Mousom Roy · Research Notes ← All articles
Characterisation · practical workflow

A Reproducible XRD Workflow Before Phase Identification

Phase identification becomes more reliable when the diffraction pattern is treated as a traceable measurement first and a picture second. This workflow focuses on the checks that should happen before assigning peaks.

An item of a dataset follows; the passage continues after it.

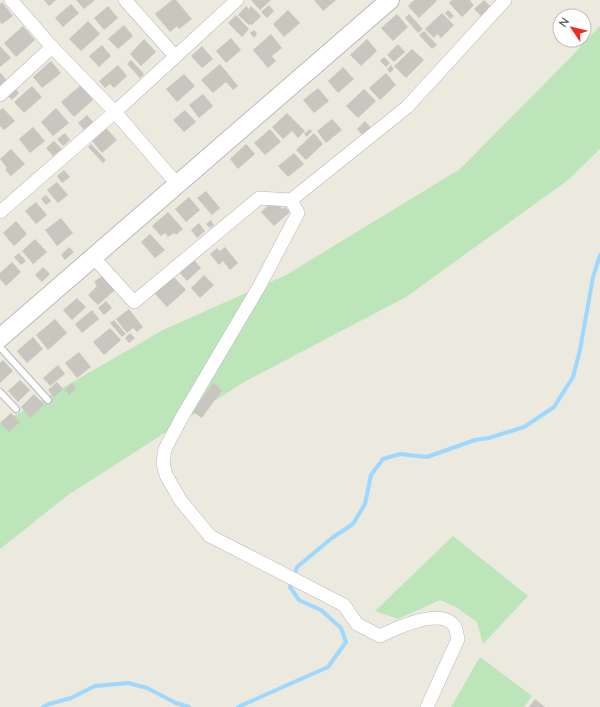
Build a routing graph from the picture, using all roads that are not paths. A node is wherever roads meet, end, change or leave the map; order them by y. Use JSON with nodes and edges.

Preserve the instrument export

Keep an untouched copy of the original diffractometer output. Create a separate working copy for transformations and note the instrument, scan range, step size, scan rate, radiation source, sample geometry, and collection date. These details are not administrative overhead: they establish what comparisons are legitimate and make later troubleshooting possible.

Inspect before processing

Plot the raw intensity against 2θ before applying smoothing or baseline correction. Look for sudden spikes, long flat regions, unexpected shoulders, broad humps, and intensity changes that may reflect sample preparation or acquisition conditions. A preprocessing pipeline should answer a visible problem rather than automatically alter every file.

Apply transformations conservatively

Good practice: export both raw and processed plots. A polished curve should never become the only surviving version of the measurement.

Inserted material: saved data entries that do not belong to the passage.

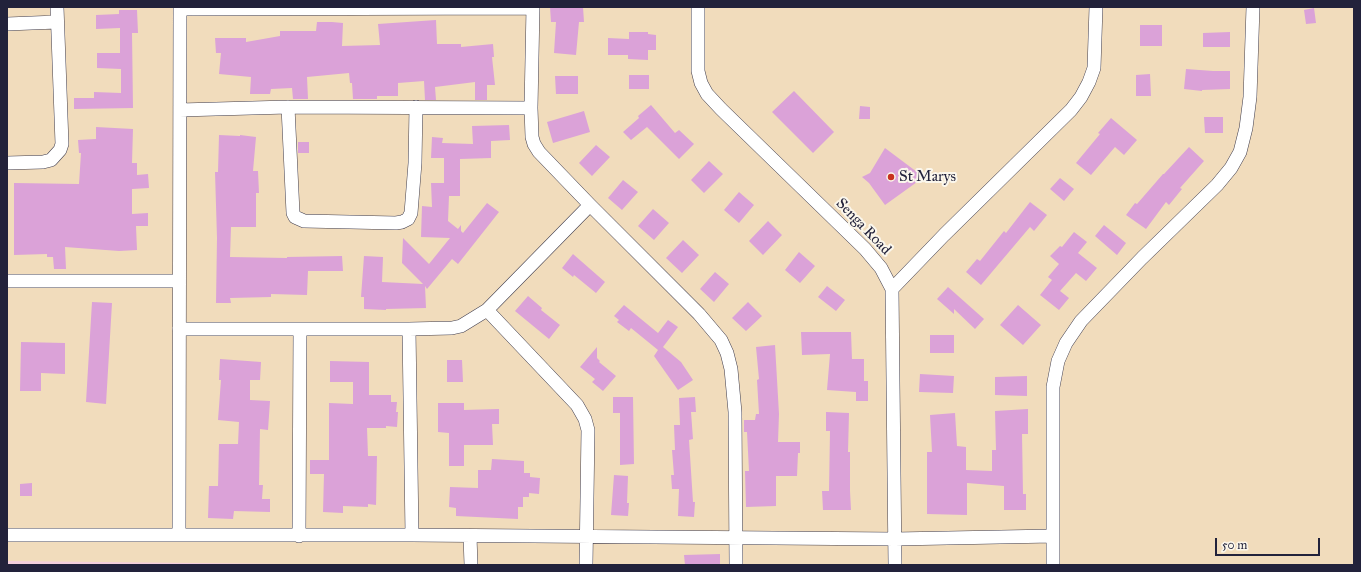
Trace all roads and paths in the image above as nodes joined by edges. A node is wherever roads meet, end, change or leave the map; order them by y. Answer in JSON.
{"nodes":[{"id":1,"x":57,"y":7,"type":"edge"},
{"id":2,"x":533,"y":7,"type":"edge"},
{"id":3,"x":698,"y":7,"type":"edge"},
{"id":4,"x":1096,"y":7,"type":"edge"},
{"id":5,"x":1253,"y":7,"type":"edge"},
{"id":6,"x":180,"y":8,"type":"edge"},
{"id":7,"x":57,"y":22,"type":"junction"},
{"id":8,"x":7,"y":24,"type":"edge"},
{"id":9,"x":288,"y":107,"type":"junction"},
{"id":10,"x":416,"y":107,"type":"junction"},
{"id":11,"x":531,"y":108,"type":"junction"},
{"id":12,"x":180,"y":110,"type":"junction"},
{"id":13,"x":7,"y":163,"type":"edge"},
{"id":14,"x":590,"y":205,"type":"junction"},
{"id":15,"x":179,"y":281,"type":"junction"},
{"id":16,"x":7,"y":282,"type":"edge"},
{"id":17,"x":892,"y":289,"type":"junction"},
{"id":18,"x":487,"y":310,"type":"junction"},
{"id":19,"x":179,"y":329,"type":"junction"},
{"id":20,"x":300,"y":329,"type":"junction"},
{"id":21,"x":409,"y":329,"type":"junction"},
{"id":22,"x":7,"y":535,"type":"edge"},
{"id":23,"x":179,"y":535,"type":"junction"},
{"id":24,"x":299,"y":536,"type":"junction"},
{"id":25,"x":412,"y":536,"type":"junction"},
{"id":26,"x":470,"y":536,"type":"junction"},
{"id":27,"x":1053,"y":536,"type":"junction"},
{"id":28,"x":587,"y":537,"type":"junction"},
{"id":29,"x":736,"y":539,"type":"junction"},
{"id":30,"x":895,"y":539,"type":"junction"},
{"id":31,"x":471,"y":565,"type":"edge"},
{"id":32,"x":586,"y":565,"type":"edge"},
{"id":33,"x":736,"y":565,"type":"edge"},
{"id":34,"x":895,"y":565,"type":"edge"},
{"id":35,"x":1053,"y":565,"type":"edge"}],
"edges":[{"from":1,"to":7,"type":"street"},
{"from":2,"to":6,"type":"street"},
{"from":2,"to":11,"type":"street"},
{"from":3,"to":17,"type":"street","name":"Senga Road"},
{"from":4,"to":17,"type":"street"},
{"from":5,"to":27,"type":"street"},
{"from":6,"to":12,"type":"street"},
{"from":7,"to":8,"type":"street"},
{"from":7,"to":13,"type":"street"},
{"from":9,"to":10,"type":"street"},
{"from":9,"to":10,"type":"street"},
{"from":9,"to":12,"type":"street"},
{"from":10,"to":11,"type":"street"},
{"from":11,"to":14,"type":"street"},
{"from":12,"to":15,"type":"street"},
{"from":14,"to":18,"type":"street"},
{"from":14,"to":29,"type":"street"},
{"from":15,"to":16,"type":"street"},
{"from":15,"to":19,"type":"street"},
{"from":17,"to":30,"type":"street","name":"Senga Road"},
{"from":18,"to":21,"type":"street"},
{"from":18,"to":28,"type":"street"},
{"from":19,"to":20,"type":"street"},
{"from":19,"to":23,"type":"street"},
{"from":20,"to":21,"type":"street"},
{"from":20,"to":24,"type":"street"},
{"from":21,"to":25,"type":"street"},
{"from":22,"to":23,"type":"street"},
{"from":23,"to":24,"type":"street"},
{"from":24,"to":25,"type":"street"},
{"from":25,"to":26,"type":"street"},
{"from":26,"to":28,"type":"street"},
{"from":26,"to":31,"type":"street"},
{"from":27,"to":30,"type":"street"},
{"from":27,"to":35,"type":"street"},
{"from":28,"to":29,"type":"street"},
{"from":28,"to":32,"type":"street"},
{"from":29,"to":30,"type":"street"},
{"from":29,"to":33,"type":"street"},
{"from":30,"to":34,"type":"street","name":"Senga Road"}]}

Use reference patterns as evidence, not decoration

A phase assignment should account for the expected positions and relative pattern, not merely one convenient peak. Consider whether peaks overlap, whether minor phases are plausible, and whether preferred orientation may alter intensities. If a reference line is absent or an unexplained peak remains, document the uncertainty instead of forcing a clean story.

Separate plotting from interpretation

A repeatable workflow benefits from small scripts or tools that ingest a tabular export, apply declared parameters, and write a figure plus a machine-readable result. That makes it easier to revise a threshold, compare samples, and review how a figure was produced. It also reduces transcription errors when a project grows from a few scans to dozens.

A compact review checklist

  1. Archive the untouched export.
  2. Record acquisition metadata.
  3. Plot and inspect the raw pattern.
  4. Apply only necessary preprocessing.
  5. Save parameters alongside outputs.
  6. Compare the full pattern with references.
  7. Label uncertainty and unresolved peaks.
  8. Export an accessible figure with units and a readable legend.

This process is intentionally simple. Its value comes from consistency. When each figure can be traced back to an instrument export and a short parameter record, phase discussions become easier to defend and easier for collaborators to reproduce.